WORK TO COMPLETE: For this exercise, restate the data below with no change at all.

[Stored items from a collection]
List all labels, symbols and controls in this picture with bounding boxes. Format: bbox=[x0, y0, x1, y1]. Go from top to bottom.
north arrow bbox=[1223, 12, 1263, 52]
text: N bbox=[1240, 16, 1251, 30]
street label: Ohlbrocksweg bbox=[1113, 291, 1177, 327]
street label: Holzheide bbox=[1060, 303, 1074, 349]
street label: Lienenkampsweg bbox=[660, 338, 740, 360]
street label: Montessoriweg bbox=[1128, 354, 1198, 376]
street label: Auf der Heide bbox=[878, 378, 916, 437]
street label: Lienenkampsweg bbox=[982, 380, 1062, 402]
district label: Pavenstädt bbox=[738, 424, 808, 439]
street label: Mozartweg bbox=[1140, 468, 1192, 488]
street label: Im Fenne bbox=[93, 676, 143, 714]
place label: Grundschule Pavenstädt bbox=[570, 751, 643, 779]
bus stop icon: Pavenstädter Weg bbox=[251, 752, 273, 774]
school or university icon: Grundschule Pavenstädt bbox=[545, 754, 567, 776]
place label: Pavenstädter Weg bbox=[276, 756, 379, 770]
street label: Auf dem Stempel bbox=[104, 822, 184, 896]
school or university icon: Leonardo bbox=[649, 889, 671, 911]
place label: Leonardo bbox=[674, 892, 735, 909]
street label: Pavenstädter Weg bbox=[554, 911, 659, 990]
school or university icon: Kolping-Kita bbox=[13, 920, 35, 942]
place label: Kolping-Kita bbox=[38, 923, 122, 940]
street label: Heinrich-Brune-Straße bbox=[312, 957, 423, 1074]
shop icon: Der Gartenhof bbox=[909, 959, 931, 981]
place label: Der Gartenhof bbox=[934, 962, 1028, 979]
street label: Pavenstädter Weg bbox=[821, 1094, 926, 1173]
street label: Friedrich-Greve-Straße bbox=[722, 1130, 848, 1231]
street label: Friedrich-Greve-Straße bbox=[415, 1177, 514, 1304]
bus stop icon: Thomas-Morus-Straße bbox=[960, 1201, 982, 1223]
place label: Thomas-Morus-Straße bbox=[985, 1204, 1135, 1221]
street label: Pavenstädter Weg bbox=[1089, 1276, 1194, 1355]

FINISHED TASK:
List all labels, symbols and controls in this picture with bounding boxes. Format: bbox=[x0, y0, x1, y1]. Go from top to bottom.
north arrow bbox=[1223, 12, 1263, 52]
text: N bbox=[1240, 16, 1251, 30]
street label: Ohlbrocksweg bbox=[1113, 291, 1177, 327]
street label: Holzheide bbox=[1060, 303, 1074, 349]
street label: Lienenkampsweg bbox=[660, 338, 740, 360]
street label: Montessoriweg bbox=[1128, 354, 1198, 376]
street label: Auf der Heide bbox=[878, 378, 916, 437]
street label: Lienenkampsweg bbox=[982, 380, 1062, 402]
district label: Pavenstädt bbox=[738, 424, 808, 439]
street label: Mozartweg bbox=[1140, 468, 1192, 488]
street label: Im Fenne bbox=[93, 676, 143, 714]
place label: Grundschule Pavenstädt bbox=[570, 751, 643, 779]
bus stop icon: Pavenstädter Weg bbox=[251, 752, 273, 774]
school or university icon: Grundschule Pavenstädt bbox=[545, 754, 567, 776]
place label: Pavenstädter Weg bbox=[276, 756, 379, 770]
street label: Auf dem Stempel bbox=[104, 822, 184, 896]
school or university icon: Leonardo bbox=[649, 889, 671, 911]
place label: Leonardo bbox=[674, 892, 735, 909]
street label: Pavenstädter Weg bbox=[554, 911, 659, 990]
school or university icon: Kolping-Kita bbox=[13, 920, 35, 942]
place label: Kolping-Kita bbox=[38, 923, 122, 940]
street label: Heinrich-Brune-Straße bbox=[312, 957, 423, 1074]
shop icon: Der Gartenhof bbox=[909, 959, 931, 981]
place label: Der Gartenhof bbox=[934, 962, 1028, 979]
street label: Pavenstädter Weg bbox=[821, 1094, 926, 1173]
street label: Friedrich-Greve-Straße bbox=[722, 1130, 848, 1231]
street label: Friedrich-Greve-Straße bbox=[415, 1177, 514, 1304]
bus stop icon: Thomas-Morus-Straße bbox=[960, 1201, 982, 1223]
place label: Thomas-Morus-Straße bbox=[985, 1204, 1135, 1221]
street label: Pavenstädter Weg bbox=[1089, 1276, 1194, 1355]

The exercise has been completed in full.